◆ **Instructions to follow**
Here is the task for the records below: repeat exactly the lines from the one with "c.fillText('|', 487, 610);" to the one with "c.fillText('|', 529, 610);", both included, and nothing else.

◆ **Exercise materials**
==============================

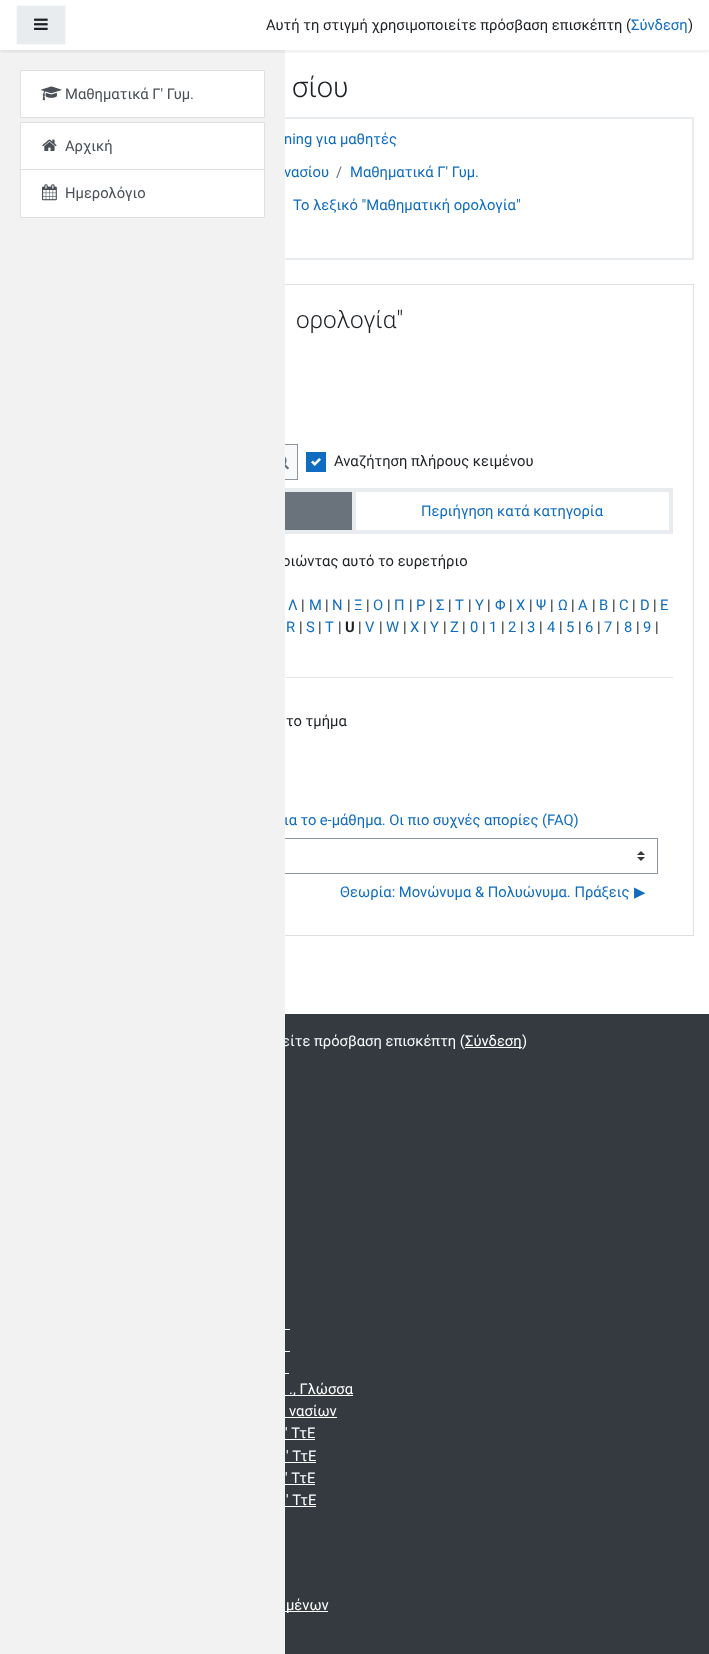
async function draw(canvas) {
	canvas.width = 709;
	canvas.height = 1654;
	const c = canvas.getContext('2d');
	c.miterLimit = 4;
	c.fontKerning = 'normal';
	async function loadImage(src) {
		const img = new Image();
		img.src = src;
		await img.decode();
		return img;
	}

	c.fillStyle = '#fff';
	c.fillRect(0, 0, 709, 1654);
	c.strokeStyle = '#e9ecef';
	c.lineWidth = 2;
	c.strokeRect(16, 118, 677, 141);
	c.font = '14.75px Roboto';
	c.fillStyle = '#0f6cbf';
	c.fillText('ning για μαθητές', 284, 144);
	c.fillText('νασίου', 284, 177);
	c.strokeStyle = '#dfdfdf';
	c.lineWidth = 1;
	c.strokeRect(15.5, 284.5, 678, 651);
	c.fillStyle = '#f8f9fa';
	c.fillRect(285, 445, 12, 34);
	c.strokeStyle = '#8f959e';
	c.strokeRect(264.5, 444.5, 33, 35);
	c.fillStyle = '#1d2125';
	c.fillText('οιώντας αυτό το ευρετήριο', 282, 566);
	c.wordSpacing = '-0.25px';
	c.fillStyle = '#0f6cbf';
	c.fillText('ια το e-μάθημα. Οι πιο συχνές απορίες (FAQ)', 284, 825);
	c.drawImage(await loadImage('img7.png'), 637, 851, 8, 10);
	c.strokeRect(51.5, 838.5, 606, 35);
	c.fillStyle = '#343a40';
	c.fillRect(285, 1014, 424, 640);
	c.wordSpacing = '0px';
	c.fillStyle = '#f8f9fa';
	c.fillText('είτε πρόσβαση επισκέπτη (', 282, 1046);
	c.fillStyle = '#f2f2f2';
	c.fillRect(0, 50, 285, 1604);
	c.save();
	c.beginPath();
	c.rect(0, 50, 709, 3);
	c.clip();
	c.fillStyle = '#00000014';
	c.filter = 'blur(2px)';
	c.beginPath();
	c.rect(0, 2, 709, 50);
	c.fill();
	c.filter = 'none';
	c.restore();
	c.fillStyle = '#e9ecef';
	c.beginPath();
	c.rect(16.5, 5.5, 49, 39);
	c.fill();
	c.strokeStyle = '#f8f9fa';
	c.stroke();
	c.drawImage(await loadImage('img1.png'), 34, 18, 14, 12);
	c.fillStyle = '#1d2125';
	c.fillText('Αυτή τη στιγμή χρησιμοποιείτε πρόσβαση επισκέπτη (', 266, 30);
	c.fillStyle = '#0f6cbf';
	c.fillText('Σύνδεση', 631, 30);
	c.fillStyle = '#1d2125';
	c.fillText(')', 688, 30);
	c.fillStyle = '#fff';
	c.beginPath();
	c.rect(20.5, 70.5, 244, 47);
	c.fill();
	c.strokeStyle = '#dfdfdf';
	c.stroke();
	c.drawImage(await loadImage('img2.png'), 41, 86, 21, 15);
	c.fillStyle = '#495057';
	c.fillText('Μαθηματικά Γ\' Γυμ.', 65, 99);
	c.fillStyle = '#fff';
	c.beginPath();
	c.rect(20.5, 122.5, 244, 47);
	c.fill();
	c.stroke();
	c.drawImage(await loadImage('img3.png'), 42, 139, 15, 12);
	c.fillStyle = '#495057';
	c.fillText('Αρχική', 65, 151);
	c.fillStyle = '#fff';
	c.beginPath();
	c.rect(20.5, 169.5, 244, 48);
	c.fill();
	c.stroke();
	c.drawImage(await loadImage('img4.png'), 42, 184, 15, 17);
	c.fillStyle = '#495057';
	c.fillText('Ημερολόγιο', 65, 198);
	c.font = '300 29px Roboto';
	c.fillStyle = '#1d2125';
	c.fillText('σίου', 292, 97);
	c.font = '14.75px Roboto';
	c.fillStyle = '#6a737b';
	c.fillText('/', 336, 177);
	c.fillStyle = '#0f6cbf';
	c.fillText('Μαθηματικά Γ\' Γυμ.', 350, 177);
	c.fillText('Το λεξικό "Μαθηματική ορολογία"', 293, 210);
	c.font = '300 24.25px Roboto';
	c.fillStyle = '#1d2125';
	c.fillText('ορολογία"', 296, 328);
	c.drawImage(await loadImage('img5.png'), 285, 456, 4, 14);
	c.fillStyle = '#0f6cbf';
	c.fillRect(306, 452, 20, 20);
	c.font = '14.75px Roboto';
	c.fillStyle = '#1d2125';
	c.fillText('Αναζήτηση πλήρους κειμένου', 334, 466);
	c.drawImage(await loadImage('img6.png'), 311, 458, 10, 8);
	for (const [x, y, w, h, color] of [
		[285, 488, 388, 46, '#e9ecef'],
		[285, 492, 67, 38, '#6a737b'],
		[356, 492, 313, 38, '#fff'],
	]) {
		c.fillStyle = color;
		c.fillRect(x, y, w, h);
	}
	c.fillStyle = '#0f6cbf';
	c.fillText('Περιήγηση κατά κατηγορία', 421, 516);
	c.fillText('Λ', 288, 610);
	c.fillStyle = '#1d2125';
	c.fillText('|', 301, 610);
	c.fillStyle = '#0f6cbf';
	c.fillText('Μ', 309, 610);
	c.fillStyle = '#1d2125';
	c.fillText('|', 325, 610);
	c.fillStyle = '#0f6cbf';
	c.fillText('Ν', 332, 610);
	c.fillStyle = '#1d2125';
	c.fillText('|', 347, 610);
	c.fillStyle = '#0f6cbf';
	c.fillText('Ξ', 354, 610);
	c.fillStyle = '#1d2125';
	c.fillText('|', 366, 610);
	c.fillStyle = '#0f6cbf';
	c.fillText('Ο', 373, 610);
	c.fillStyle = '#1d2125';
	c.fillText('|', 387, 610);
	c.fillStyle = '#0f6cbf';
	c.fillText('Π', 394, 610);
	c.fillStyle = '#1d2125';
	c.fillText('|', 409, 610);
	c.fillStyle = '#0f6cbf';
	c.fillText('Ρ', 416, 610);
	c.fillStyle = '#1d2125';
	c.fillText('|', 429, 610);
	c.fillStyle = '#0f6cbf';
	c.fillText('Σ', 436, 610);
	c.fillStyle = '#1d2125';
	c.fillText('|', 448, 610);
	c.fillStyle = '#0f6cbf';
	c.fillText('Τ', 455, 610);
	c.fillStyle = '#1d2125';
	c.fillText('|', 468, 610);
	c.fillStyle = '#0f6cbf';
	c.fillText('Υ', 475, 610);
	c.fillStyle = '#1d2125';
	c.fillText('|', 487, 610);
	c.fillStyle = '#0f6cbf';
	c.fillText('Φ', 495, 610);
	c.fillStyle = '#1d2125';
	c.fillText('|', 509, 610);
	c.fillStyle = '#0f6cbf';
	c.fillText('Χ', 516, 610);
	c.fillStyle = '#1d2125';
	c.fillText('|', 529, 610);
	c.fillStyle = '#0f6cbf';
	c.fillText('Ψ', 536, 610);
	c.fillStyle = '#1d2125';
	c.fillText('|', 550, 610);
	c.fillStyle = '#0f6cbf';
	c.fillText('Ω', 558, 610);
	c.fillStyle = '#1d2125';
	c.fillText('|', 571, 610);
	c.fillStyle = '#0f6cbf';
	c.fillText('A', 578, 610);
	c.fillStyle = '#1d2125';
	c.fillText('|', 592, 610);
	c.fillStyle = '#0f6cbf';
	c.fillText('B', 599, 610);
	c.fillStyle = '#1d2125';
	c.fillText('|', 612, 610);
	c.fillStyle = '#0f6cbf';
	c.fillText('C', 619, 610);
	c.fillStyle = '#1d2125';
	c.fillText('|', 632, 610);
	c.fillStyle = '#0f6cbf';
	c.fillText('D', 640, 610);
	c.fillStyle = '#1d2125';
	c.fillText('|', 653, 610);
	c.fillStyle = '#0f6cbf';
	c.fillText('E', 660, 610);
	c.fillText('R', 286, 632);
	c.fillStyle = '#1d2125';
	c.fillText('|', 299, 632);
	c.fillStyle = '#0f6cbf';
	c.fillText('S', 306, 632);
	c.fillStyle = '#1d2125';
	c.fillText('|', 318, 632);
	c.fillStyle = '#0f6cbf';
	c.fillText('T', 325, 632);
	c.fillStyle = '#1d2125';
	c.fillText('|', 338, 632);
	c.font = 'bold 14.75px Roboto';
	c.fillText('U', 345, 632);
	c.font = '14.75px Roboto';
	c.fillText('|', 358, 632);
	c.fillStyle = '#0f6cbf';
	c.fillText('V', 365, 632);
	c.fillStyle = '#1d2125';
	c.fillText('|', 379, 632);
	c.fillStyle = '#0f6cbf';
	c.fillText('W', 386, 632);
	c.fillStyle = '#1d2125';
	c.fillText('|', 403, 632);
	c.fillStyle = '#0f6cbf';
	c.fillText('X', 410, 632);
	c.fillStyle = '#1d2125';
	c.fillText('|', 423, 632);
	c.fillStyle = '#0f6cbf';
	c.fillText('Y', 430, 632);
	c.fillStyle = '#1d2125';
	c.fillText('|', 443, 632);
	c.fillStyle = '#0f6cbf';
	c.fillText('Z', 450, 632);
	c.fillStyle = '#1d2125';
	c.fillText('|', 462, 632);
	c.fillStyle = '#0f6cbf';
	c.fillText('0', 470, 632);
	c.fillStyle = '#1d2125';
	c.fillText('|', 482, 632);
	c.fillStyle = '#0f6cbf';
	c.fillText('1', 489, 632);
	c.fillStyle = '#1d2125';
	c.fillText('|', 501, 632);
	c.fillStyle = '#0f6cbf';
	c.fillText('2', 508, 632);
	c.fillStyle = '#1d2125';
	c.fillText('|', 520, 632);
	c.fillStyle = '#0f6cbf';
	c.fillText('3', 527, 632);
	c.fillStyle = '#1d2125';
	c.fillText('|', 539, 632);
	c.fillStyle = '#0f6cbf';
	c.fillText('4', 547, 632);
	c.fillStyle = '#1d2125';
	c.fillText('|', 559, 632);
	c.fillStyle = '#0f6cbf';
	c.fillText('5', 566, 632);
	c.fillStyle = '#1d2125';
	c.fillText('|', 578, 632);
	c.fillStyle = '#0f6cbf';
	c.fillText('6', 585, 632);
	c.fillStyle = '#1d2125';
	c.fillText('|', 597, 632);
	c.fillStyle = '#0f6cbf';
	c.fillText('7', 604, 632);
	c.fillStyle = '#1d2125';
	c.fillText('|', 616, 632);
	c.fillStyle = '#0f6cbf';
	c.fillText('8', 624, 632);
	c.fillStyle = '#1d2125';
	c.fillText('|', 636, 632);
	c.fillStyle = '#0f6cbf';
	c.fillText('9', 643, 632);
	c.fillStyle = '#1d2125';
	c.fillText('|', 655, 632);
	c.fillStyle = '#e6e6e6';
	c.fillRect(285, 677, 388, 1);
	c.fillStyle = '#1d2125';
	c.fillText('το τμήμα', 286, 726);
	c.fillStyle = '#0f6cbf';
	c.fillText('Θεωρία: Μονώνυμα & Πολυώνυμα. Πράξεις', 340, 897);
	c.font = '14.75px DejaVu Sans';
	c.fillText('▶︎', 634, 897);
	c.fillStyle = '#fff';
	c.fillRect(465, 1047, 57, 1);
	c.font = '14.75px Roboto';
	c.fillText('Σύνδεση', 465, 1046);
	c.fillStyle = '#f8f9fa';
	c.fillText(')', 522, 1046);
	for (const [x, y, w, h, color] of [
		[285, 1329, 5, 1, '#fff'],
		[285, 1351, 5, 1, '#fff'],
		[285, 1373, 4, 1, '#fff'],
		[285, 1395, 68, 1, '#fff'],
	]) {
		c.fillStyle = color;
		c.fillRect(x, y, w, h);
	}
	c.fillText('., Γλώσσα', 289, 1394);
	c.fillText('νασίων', 289, 1416);
	c.fillRect(285, 1417, 52, 1);
	c.fillText('\' ΤτΕ', 285, 1438);
	c.fillRect(285, 1439, 30, 1);
	c.fillText('\' ΤτΕ', 286, 1461);
	c.fillRect(285, 1462, 31, 1);
	c.fillText('\' ΤτΕ', 285, 1483);
	c.fillRect(285, 1484, 30, 1);
	c.fillText('\' ΤτΕ', 286, 1505);
	c.fillRect(285, 1506, 31, 1);
	c.fillRect(285, 1611, 43, 1);
	c.fillText('μένων', 286, 1610);
}

draw(document.querySelector('canvas'));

==============================

◆ **Result for this exercise**
	c.fillText('|', 487, 610);
	c.fillStyle = '#0f6cbf';
	c.fillText('Φ', 495, 610);
	c.fillStyle = '#1d2125';
	c.fillText('|', 509, 610);
	c.fillStyle = '#0f6cbf';
	c.fillText('Χ', 516, 610);
	c.fillStyle = '#1d2125';
	c.fillText('|', 529, 610);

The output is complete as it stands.